Update after the close: Apple shares closed just below our key $137 resistance as the tech giant looks to match other big tech companies in printing new highs. A relatively calm day for markets saw the Nasdaq close lower while the Dow and S&P 500 went record-breaking again. Apple (AAPL) stock was the only big tech name in the green on Wednesday as it looks to play catch up from a disappointing May. $137 should lead to at least a look at record highs. It better get a move on though as the Nasdaq remains overbought on the Relative Strength Index (RSI). 

Update: Apple watch is on for Wednesday as the stock ticks ever clsoer to breaking the $137.07 level. What worked for Tesla above $635 should work fro Apple due to the volume shelf thinning out dramatically once above $137. A lack of volume equates to a lack of resistance so watch this space. From there it would be rude not to test new highs. 

Apple stock continues to make up lost ground to some other of its big tech peers as the stock continues its impressive recent form. The move had its origins in the retreat to the low $120s, which took place throughout May, just after Q1 results. We have dwelled on this before, but just to recap, those results were pretty spectacular and not the reason for the decline. Apple posted Q1 results over 40% higher than what Wall Street analysts had been expecting and added to the package by announcing it was increasing its dividend and share buy-back program. Despite this, AAPL stock moved steadily lower after results, apart from one intraday spike to $137.07, the level we have been mentioning as our resistance target.

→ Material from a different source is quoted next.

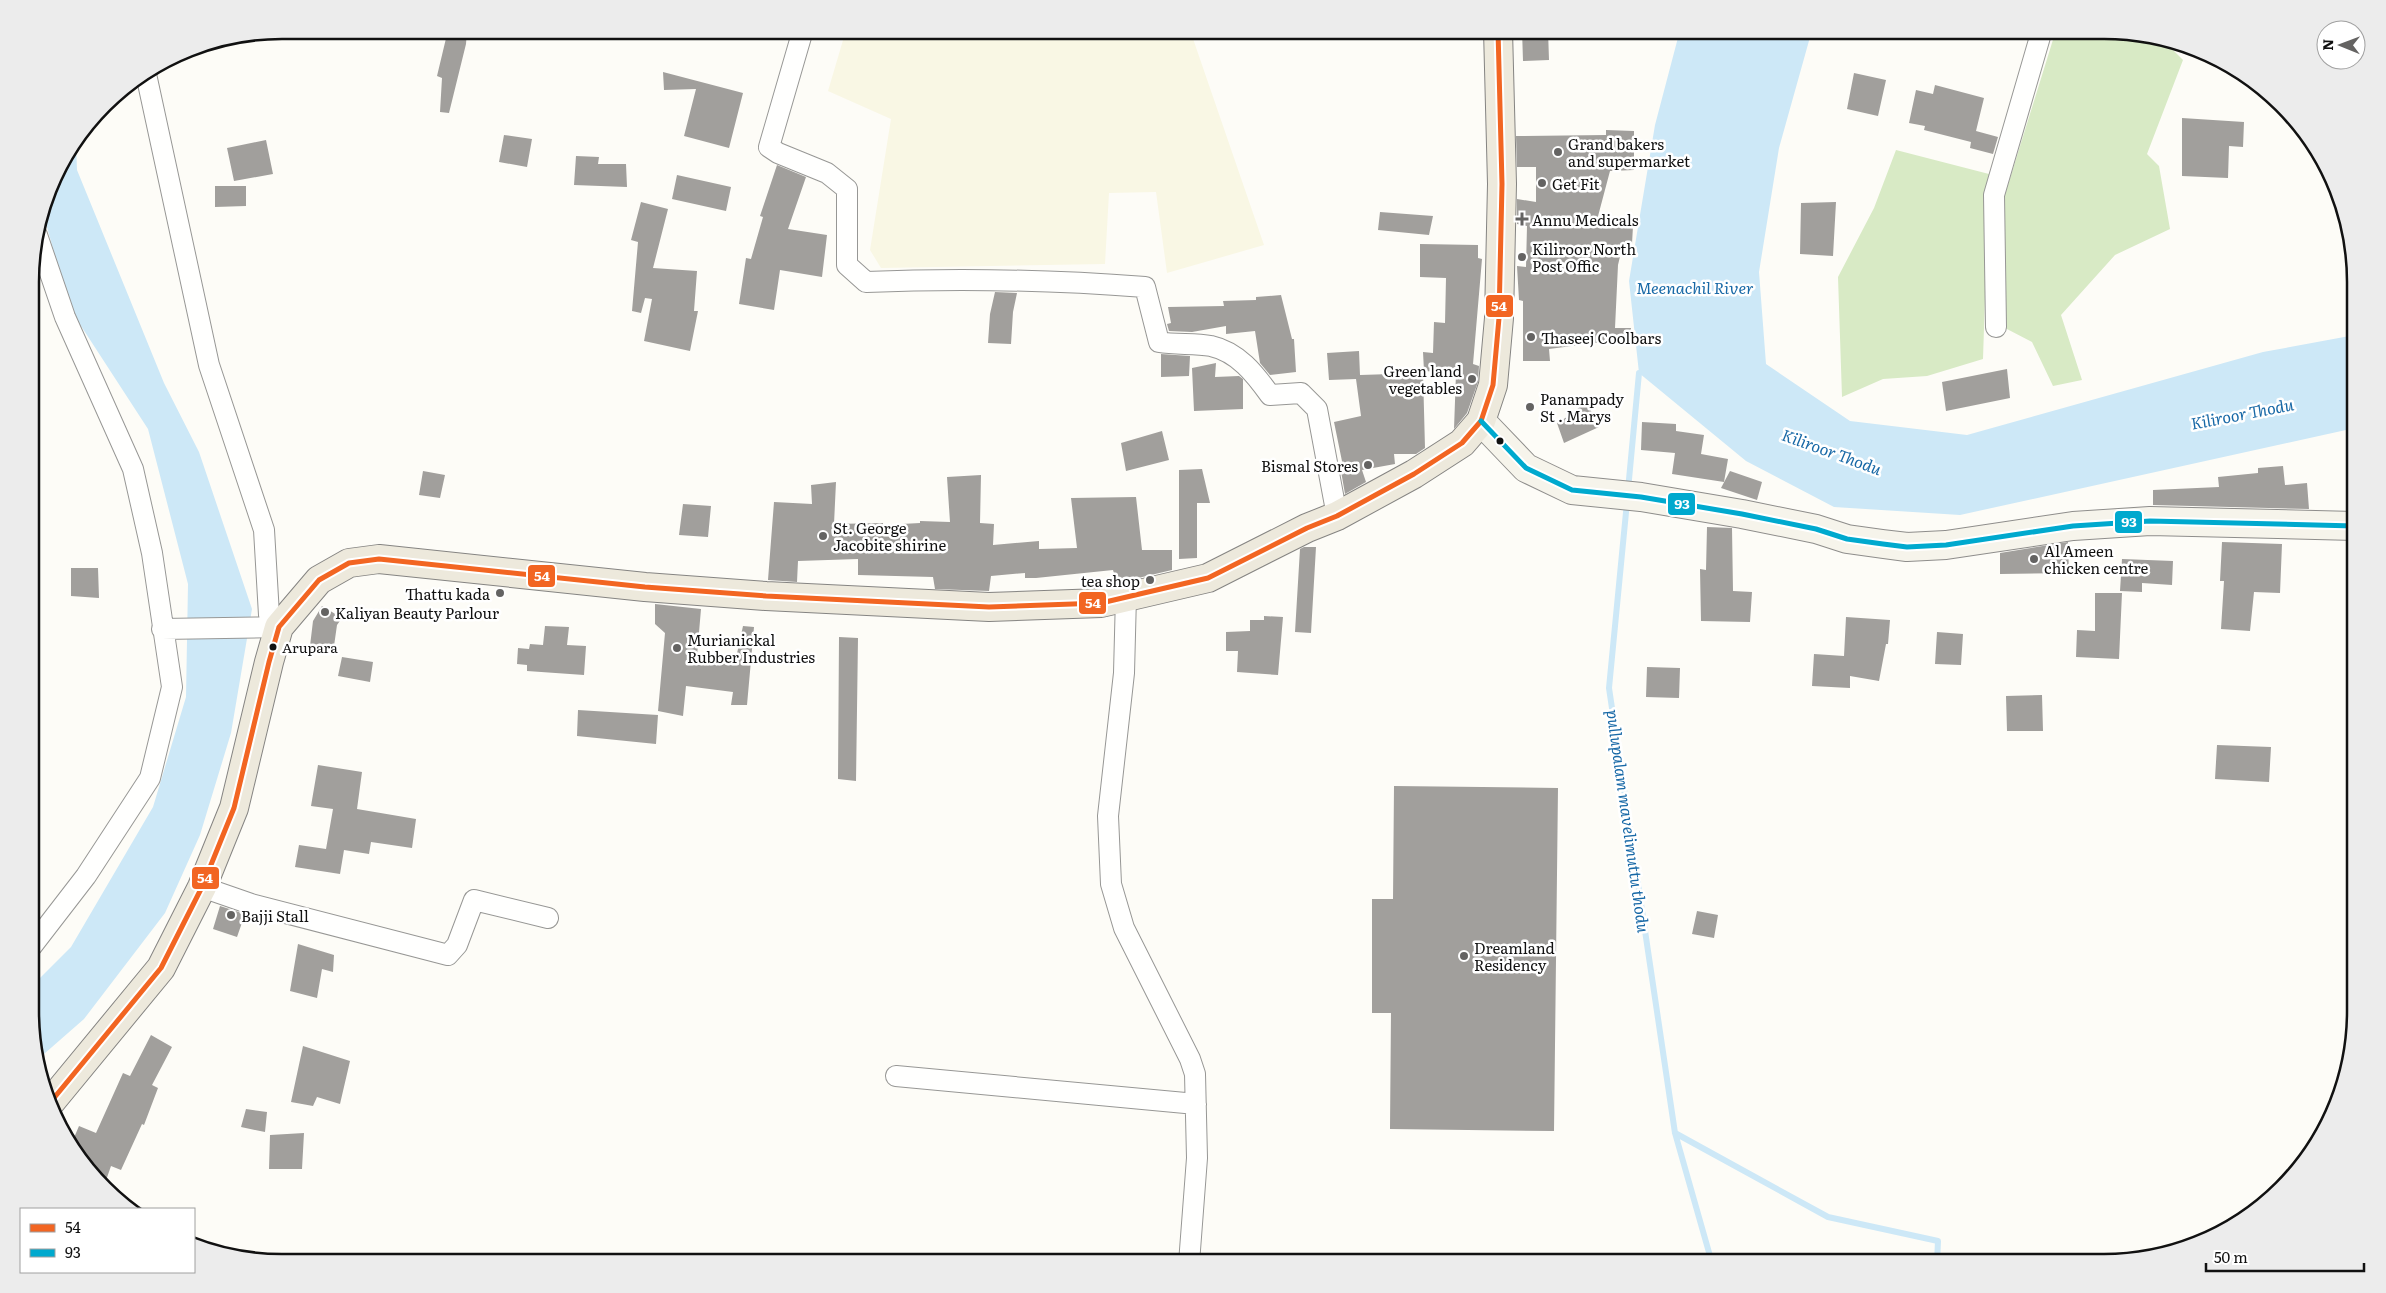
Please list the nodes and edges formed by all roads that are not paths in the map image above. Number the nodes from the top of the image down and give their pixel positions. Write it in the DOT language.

May was not a good time for tech names and the Nasdaq, with investors focused on inflation and increasing yields. When a stock or financial instrument reacts counter to the news flow, it is a strong signal. Witness Tesla's positive reaction to the virtual recall (see more). Apple's negative reaction to the positive results eventually saw it slide over 10% before bottoming out in the low $120s.  This area saw a convergence of strong support factors, the 200-day moving average and some strong volume from a previous consolidation zone. Once support had been found and the slide arrested, it was time to regroup. Apple has done that impressively.

The move has continued well this week, but the market has been in a good mood with Microsoft (MSFT) joining Apple in the $2-trillion-dollar club recently and Facebook spiking and hitting over a $1 trillion market cap. 

Apple key statistics

Market Cap$2.28 trillion
Enterprise Value$2.1 trillion
Price/Earnings (P/E)30

Price/Book

35
Price/Sales8.5
Gross Margin40%
Net Margin23.4%
EBITDA$100 billion
Average Wall Street rating and price targetBuy $159

Apple stock forecast

The weekly chart shows the strong continuation trend in place with a series of continuation candles. This is a form of analysis used by many traders to identify continuation and reversal trends. Each candle setting a higher high and higher low is a continuation, with trend following candle. It helps traders identify the trend easily and trade on the right side of it. These weekly candles show a strong trend in place. Clearly above $137, volume drops off significantly. The volume profile bars on the right of the chart show the amount of volume at each price point and the amount of buy and sell volume (red and green).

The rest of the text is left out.